I'm trying to wrap my mind around this, so I'm thinking out loud here... please correct me if I make any mistakes.

This feels like syntactic sugar for creating a newtype, and I mean that in the most literal sense. Basically, the following happens:

  1. When the compiler hits struct NewStruct = ForeignStruct, it copies the source code for ForeignStruct into the current file (kind of like macro expansion). This could be a recursive copy if there are sealed traits or other bits that have to be copied over.
  2. The compiler does something almost like sed s/ForeignStruct/NewStruct/g across the newly copied source code.
  3. The compiler continues processing code that was in the NewStruct file, using new implementations to replace the code for old implementations.

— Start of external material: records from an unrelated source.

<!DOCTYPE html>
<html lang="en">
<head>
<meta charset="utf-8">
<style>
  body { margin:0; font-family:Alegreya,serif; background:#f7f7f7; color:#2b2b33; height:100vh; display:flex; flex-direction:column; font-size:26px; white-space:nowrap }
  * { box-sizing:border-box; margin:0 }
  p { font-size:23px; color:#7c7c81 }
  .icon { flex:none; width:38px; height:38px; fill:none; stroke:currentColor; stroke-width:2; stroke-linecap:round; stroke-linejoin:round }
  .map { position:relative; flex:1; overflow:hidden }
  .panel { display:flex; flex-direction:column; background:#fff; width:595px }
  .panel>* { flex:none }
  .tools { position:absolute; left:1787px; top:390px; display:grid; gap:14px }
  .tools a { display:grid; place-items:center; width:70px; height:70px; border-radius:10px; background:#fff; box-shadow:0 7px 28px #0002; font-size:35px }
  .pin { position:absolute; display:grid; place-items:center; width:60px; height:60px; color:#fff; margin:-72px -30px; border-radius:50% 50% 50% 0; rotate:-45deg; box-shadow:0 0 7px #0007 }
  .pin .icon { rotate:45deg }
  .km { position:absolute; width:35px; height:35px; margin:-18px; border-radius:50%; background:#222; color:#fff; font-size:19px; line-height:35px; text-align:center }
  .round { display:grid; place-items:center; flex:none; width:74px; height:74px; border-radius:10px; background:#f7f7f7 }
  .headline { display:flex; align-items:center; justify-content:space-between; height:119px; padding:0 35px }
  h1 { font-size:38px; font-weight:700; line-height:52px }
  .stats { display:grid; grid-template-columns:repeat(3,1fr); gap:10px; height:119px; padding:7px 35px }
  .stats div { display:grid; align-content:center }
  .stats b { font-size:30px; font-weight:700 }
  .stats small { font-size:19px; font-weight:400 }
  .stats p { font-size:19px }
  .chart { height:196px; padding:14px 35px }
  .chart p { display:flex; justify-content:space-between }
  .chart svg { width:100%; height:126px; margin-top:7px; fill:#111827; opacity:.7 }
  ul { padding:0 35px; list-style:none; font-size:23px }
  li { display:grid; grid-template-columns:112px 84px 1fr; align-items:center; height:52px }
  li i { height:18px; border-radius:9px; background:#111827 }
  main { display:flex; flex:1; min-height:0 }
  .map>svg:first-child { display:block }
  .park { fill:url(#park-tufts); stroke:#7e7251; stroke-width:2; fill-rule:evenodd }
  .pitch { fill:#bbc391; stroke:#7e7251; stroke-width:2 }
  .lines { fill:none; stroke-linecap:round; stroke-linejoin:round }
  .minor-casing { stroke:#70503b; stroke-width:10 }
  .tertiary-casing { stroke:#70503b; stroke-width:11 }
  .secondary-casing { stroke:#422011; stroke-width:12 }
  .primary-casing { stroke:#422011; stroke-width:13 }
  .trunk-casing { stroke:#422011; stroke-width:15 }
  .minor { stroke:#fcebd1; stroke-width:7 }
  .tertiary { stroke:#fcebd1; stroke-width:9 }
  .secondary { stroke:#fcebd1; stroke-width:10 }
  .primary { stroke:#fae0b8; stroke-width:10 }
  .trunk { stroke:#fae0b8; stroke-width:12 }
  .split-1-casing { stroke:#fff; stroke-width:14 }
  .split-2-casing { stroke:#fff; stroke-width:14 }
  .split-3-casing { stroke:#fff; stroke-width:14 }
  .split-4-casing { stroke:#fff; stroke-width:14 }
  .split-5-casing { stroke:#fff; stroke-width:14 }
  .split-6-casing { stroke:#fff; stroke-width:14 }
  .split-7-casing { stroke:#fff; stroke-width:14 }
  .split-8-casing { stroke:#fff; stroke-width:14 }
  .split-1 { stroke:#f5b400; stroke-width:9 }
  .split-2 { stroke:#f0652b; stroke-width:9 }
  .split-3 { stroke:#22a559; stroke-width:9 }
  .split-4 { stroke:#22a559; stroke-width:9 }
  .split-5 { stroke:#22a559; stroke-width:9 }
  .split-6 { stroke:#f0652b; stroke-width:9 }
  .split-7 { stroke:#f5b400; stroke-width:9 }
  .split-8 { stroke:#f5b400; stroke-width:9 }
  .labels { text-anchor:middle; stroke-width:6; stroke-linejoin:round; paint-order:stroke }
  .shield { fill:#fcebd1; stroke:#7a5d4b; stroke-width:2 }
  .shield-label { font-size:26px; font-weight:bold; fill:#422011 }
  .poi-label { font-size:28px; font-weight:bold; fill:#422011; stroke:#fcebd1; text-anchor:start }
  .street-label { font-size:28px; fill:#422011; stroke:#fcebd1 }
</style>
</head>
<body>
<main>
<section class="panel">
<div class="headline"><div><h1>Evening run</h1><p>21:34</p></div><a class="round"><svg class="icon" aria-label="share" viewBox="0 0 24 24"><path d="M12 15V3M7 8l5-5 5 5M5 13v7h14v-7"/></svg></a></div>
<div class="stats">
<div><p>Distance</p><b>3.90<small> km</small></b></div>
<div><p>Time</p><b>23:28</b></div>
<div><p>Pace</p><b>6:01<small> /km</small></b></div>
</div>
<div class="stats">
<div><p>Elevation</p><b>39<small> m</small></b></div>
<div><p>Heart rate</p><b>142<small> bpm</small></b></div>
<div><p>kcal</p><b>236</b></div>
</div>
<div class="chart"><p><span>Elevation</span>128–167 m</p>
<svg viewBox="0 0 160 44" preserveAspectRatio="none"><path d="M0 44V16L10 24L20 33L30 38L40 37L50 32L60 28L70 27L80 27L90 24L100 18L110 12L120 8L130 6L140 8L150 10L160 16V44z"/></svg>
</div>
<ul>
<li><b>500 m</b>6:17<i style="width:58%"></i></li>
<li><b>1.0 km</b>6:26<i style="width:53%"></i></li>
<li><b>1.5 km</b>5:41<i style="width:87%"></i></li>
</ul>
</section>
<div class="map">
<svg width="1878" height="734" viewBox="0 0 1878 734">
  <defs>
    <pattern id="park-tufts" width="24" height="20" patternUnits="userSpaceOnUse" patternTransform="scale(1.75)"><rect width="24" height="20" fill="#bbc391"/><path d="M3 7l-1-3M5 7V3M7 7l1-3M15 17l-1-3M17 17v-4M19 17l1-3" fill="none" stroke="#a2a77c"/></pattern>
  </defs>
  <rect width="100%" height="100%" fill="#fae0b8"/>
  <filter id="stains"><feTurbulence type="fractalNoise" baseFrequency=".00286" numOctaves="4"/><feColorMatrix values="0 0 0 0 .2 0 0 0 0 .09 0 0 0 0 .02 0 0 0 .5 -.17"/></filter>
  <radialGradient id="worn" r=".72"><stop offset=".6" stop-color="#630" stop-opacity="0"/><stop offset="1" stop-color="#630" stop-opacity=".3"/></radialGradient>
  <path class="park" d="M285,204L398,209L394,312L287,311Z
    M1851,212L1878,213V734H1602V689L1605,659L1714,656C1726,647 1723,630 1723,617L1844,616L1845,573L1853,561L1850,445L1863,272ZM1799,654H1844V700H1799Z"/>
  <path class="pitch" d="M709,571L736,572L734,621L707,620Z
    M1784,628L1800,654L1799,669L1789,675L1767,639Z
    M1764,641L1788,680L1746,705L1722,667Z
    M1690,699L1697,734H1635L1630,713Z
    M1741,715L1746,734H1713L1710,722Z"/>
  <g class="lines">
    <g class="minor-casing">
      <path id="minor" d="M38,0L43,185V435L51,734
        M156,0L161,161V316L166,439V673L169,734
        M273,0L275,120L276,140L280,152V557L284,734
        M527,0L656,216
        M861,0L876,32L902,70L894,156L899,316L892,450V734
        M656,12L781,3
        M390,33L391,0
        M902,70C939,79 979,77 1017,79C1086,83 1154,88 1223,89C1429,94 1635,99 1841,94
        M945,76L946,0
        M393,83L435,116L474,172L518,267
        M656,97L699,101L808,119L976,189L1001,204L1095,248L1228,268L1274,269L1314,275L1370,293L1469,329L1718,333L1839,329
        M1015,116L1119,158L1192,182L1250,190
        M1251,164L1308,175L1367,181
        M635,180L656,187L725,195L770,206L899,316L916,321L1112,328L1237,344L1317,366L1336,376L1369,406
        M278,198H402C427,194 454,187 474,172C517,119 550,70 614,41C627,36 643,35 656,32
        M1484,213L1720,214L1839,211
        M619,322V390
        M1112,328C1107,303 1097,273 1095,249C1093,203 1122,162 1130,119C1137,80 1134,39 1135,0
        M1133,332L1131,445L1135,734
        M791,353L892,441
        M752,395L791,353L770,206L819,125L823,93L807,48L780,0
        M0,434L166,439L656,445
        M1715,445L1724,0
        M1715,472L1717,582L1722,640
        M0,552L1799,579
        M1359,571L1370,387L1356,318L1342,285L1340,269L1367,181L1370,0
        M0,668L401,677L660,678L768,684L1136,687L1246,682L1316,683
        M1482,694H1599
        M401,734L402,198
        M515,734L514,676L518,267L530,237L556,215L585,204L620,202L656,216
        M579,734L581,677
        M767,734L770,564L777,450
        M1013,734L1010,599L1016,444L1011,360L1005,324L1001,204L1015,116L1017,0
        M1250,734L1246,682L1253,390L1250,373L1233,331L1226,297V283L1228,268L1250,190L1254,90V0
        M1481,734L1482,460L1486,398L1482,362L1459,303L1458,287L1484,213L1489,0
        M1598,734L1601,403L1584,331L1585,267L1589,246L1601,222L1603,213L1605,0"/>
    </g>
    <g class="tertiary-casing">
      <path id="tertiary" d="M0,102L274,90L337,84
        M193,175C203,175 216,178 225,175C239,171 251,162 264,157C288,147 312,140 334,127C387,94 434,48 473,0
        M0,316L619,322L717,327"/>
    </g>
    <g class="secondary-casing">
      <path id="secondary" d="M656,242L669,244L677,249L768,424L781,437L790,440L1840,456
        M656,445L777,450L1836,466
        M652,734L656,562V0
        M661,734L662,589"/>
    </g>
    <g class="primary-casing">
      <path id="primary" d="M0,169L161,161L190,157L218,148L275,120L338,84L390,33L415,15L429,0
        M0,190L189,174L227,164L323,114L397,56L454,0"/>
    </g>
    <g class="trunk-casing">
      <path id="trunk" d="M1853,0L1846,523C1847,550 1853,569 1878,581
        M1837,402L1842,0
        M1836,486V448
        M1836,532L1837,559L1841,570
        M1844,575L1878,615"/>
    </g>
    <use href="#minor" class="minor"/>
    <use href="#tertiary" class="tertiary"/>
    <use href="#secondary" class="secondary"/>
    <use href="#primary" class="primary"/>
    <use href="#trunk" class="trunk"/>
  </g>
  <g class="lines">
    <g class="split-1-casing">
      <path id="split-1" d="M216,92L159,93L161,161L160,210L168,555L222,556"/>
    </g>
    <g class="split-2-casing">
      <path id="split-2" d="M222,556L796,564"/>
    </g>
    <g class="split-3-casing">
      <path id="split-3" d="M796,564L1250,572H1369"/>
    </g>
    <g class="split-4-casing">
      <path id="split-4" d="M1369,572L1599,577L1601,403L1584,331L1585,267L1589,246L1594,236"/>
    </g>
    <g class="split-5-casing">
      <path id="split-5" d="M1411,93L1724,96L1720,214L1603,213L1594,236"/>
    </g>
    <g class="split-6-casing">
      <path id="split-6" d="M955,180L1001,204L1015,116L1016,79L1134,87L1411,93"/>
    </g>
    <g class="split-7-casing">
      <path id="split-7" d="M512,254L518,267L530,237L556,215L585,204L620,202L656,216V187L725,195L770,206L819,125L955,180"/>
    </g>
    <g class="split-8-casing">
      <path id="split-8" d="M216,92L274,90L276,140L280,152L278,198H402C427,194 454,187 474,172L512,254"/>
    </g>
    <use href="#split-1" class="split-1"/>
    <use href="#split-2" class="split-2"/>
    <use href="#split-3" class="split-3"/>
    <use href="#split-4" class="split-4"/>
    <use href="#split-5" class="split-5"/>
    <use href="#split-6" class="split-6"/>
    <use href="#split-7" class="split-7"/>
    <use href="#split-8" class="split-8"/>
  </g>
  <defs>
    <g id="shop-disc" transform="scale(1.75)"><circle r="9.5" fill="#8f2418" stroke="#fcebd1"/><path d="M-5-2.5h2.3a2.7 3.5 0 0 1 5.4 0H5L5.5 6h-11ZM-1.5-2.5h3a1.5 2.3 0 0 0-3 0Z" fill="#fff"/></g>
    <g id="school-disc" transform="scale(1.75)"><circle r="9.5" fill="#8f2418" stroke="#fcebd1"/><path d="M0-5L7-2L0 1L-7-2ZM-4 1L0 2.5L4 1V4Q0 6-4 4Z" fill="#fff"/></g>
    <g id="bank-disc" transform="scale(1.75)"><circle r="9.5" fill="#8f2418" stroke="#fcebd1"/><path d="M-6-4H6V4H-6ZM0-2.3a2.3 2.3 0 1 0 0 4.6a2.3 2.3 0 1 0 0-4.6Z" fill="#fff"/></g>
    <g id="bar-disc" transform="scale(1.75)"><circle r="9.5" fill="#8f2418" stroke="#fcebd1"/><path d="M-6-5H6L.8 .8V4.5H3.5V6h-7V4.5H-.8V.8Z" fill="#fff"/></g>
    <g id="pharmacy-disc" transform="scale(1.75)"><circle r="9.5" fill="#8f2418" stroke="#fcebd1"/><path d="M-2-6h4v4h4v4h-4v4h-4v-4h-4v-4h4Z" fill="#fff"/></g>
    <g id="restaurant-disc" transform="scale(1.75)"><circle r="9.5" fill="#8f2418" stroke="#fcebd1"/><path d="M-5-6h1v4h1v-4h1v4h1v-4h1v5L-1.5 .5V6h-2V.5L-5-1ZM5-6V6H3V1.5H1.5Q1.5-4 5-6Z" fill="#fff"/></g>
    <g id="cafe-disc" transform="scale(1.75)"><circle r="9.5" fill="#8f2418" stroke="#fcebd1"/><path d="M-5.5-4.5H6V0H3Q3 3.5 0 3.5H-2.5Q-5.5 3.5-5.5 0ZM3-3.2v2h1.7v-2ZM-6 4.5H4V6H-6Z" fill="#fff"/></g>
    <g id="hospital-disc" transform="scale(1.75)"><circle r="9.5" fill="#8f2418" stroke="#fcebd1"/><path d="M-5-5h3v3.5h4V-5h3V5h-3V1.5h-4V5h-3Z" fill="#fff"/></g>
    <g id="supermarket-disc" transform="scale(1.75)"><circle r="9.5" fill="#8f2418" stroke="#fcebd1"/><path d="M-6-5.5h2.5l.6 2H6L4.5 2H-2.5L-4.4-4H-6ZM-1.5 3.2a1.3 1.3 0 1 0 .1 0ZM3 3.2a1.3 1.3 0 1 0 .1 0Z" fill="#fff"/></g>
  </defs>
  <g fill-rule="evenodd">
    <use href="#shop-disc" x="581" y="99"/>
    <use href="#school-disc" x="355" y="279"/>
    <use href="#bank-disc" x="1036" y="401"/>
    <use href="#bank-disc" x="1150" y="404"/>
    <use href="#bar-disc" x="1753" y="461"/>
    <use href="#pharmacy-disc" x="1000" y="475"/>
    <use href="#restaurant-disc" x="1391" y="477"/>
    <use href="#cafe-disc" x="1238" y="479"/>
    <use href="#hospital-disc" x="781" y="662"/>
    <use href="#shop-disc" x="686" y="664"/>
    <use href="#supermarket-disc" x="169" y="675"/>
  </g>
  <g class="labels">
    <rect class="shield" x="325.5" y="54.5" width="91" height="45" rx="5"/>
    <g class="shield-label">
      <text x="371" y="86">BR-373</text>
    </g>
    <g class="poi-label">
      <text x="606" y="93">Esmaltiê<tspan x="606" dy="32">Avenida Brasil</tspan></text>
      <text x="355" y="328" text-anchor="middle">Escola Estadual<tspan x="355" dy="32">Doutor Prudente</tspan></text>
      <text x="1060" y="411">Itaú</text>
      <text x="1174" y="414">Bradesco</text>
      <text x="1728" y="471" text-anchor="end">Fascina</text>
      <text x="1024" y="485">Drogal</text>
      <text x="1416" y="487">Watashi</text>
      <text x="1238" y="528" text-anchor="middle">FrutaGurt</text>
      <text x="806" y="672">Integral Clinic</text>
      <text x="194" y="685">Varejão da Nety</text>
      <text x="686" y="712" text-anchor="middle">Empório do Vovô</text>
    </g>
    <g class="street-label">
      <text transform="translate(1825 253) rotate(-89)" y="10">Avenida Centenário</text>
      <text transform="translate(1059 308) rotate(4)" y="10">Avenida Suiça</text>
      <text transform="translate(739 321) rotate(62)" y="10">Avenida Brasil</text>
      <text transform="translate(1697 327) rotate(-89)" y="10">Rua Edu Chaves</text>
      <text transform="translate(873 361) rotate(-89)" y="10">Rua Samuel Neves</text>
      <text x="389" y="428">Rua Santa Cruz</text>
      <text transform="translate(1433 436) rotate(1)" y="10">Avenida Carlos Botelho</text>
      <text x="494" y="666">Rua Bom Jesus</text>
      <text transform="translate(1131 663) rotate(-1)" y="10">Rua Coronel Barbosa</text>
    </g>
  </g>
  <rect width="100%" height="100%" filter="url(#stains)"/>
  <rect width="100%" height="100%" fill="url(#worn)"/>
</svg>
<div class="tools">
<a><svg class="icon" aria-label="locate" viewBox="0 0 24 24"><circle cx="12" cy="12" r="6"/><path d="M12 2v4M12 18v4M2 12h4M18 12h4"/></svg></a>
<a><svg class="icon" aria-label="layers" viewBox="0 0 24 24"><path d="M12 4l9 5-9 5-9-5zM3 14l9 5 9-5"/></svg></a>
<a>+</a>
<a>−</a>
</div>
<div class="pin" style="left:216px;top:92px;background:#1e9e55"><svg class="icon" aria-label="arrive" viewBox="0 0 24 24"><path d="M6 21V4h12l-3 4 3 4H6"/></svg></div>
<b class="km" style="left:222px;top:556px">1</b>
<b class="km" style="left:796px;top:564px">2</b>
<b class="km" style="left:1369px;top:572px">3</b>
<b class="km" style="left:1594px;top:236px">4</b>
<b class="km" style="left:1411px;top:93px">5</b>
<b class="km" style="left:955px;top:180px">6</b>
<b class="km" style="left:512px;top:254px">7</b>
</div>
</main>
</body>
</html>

Is this essentially what you're proposing?

Oh, here's a couple of other interesting examples:


struct NewString = String;
let s: NewString;

What's the type of s.replace("foo", "bar")? Note that String, and thus NewString, doesn't have a replace method, it actually comes from dereferencing to str! Thus it would use the normal str method and return String.


You might also want to have a struct NewStr = str;, but how do you change all NewString's methods that use &str to use NewStr?


trait A {}
trait B {}
trait C {}

struct Foo<T>;
impl<T: B> A for Foo<T> {}

struct Bar<T> = Foo<T>;
impl<T: C> A for Bar<T> {}

Is A implemented for Bar<T> where T: B + !C?

  • if yes, isn't this specialization, with all its soundness problems?
  • if no, this is kinda surprising, it means you can lose traits implementations (well, technically you already do with the ones where Self is replaced by the wrapper struct).
5 Likes

This adds a semantic difference to an impl using the Self alias or just saying T which currently doesn't exist. For the reasons @steffahn mentioned just swapping all mentions of the self type which don't use Self is also problematic. And as SkiFire points out you can have indirect mentions of the self type as well.

Additionally, this is an implementation concern, as Self (and other name aliases) are eagerly normalized in the compiler, so it's currently impossible to (reliably) tell if a transparent alias was used.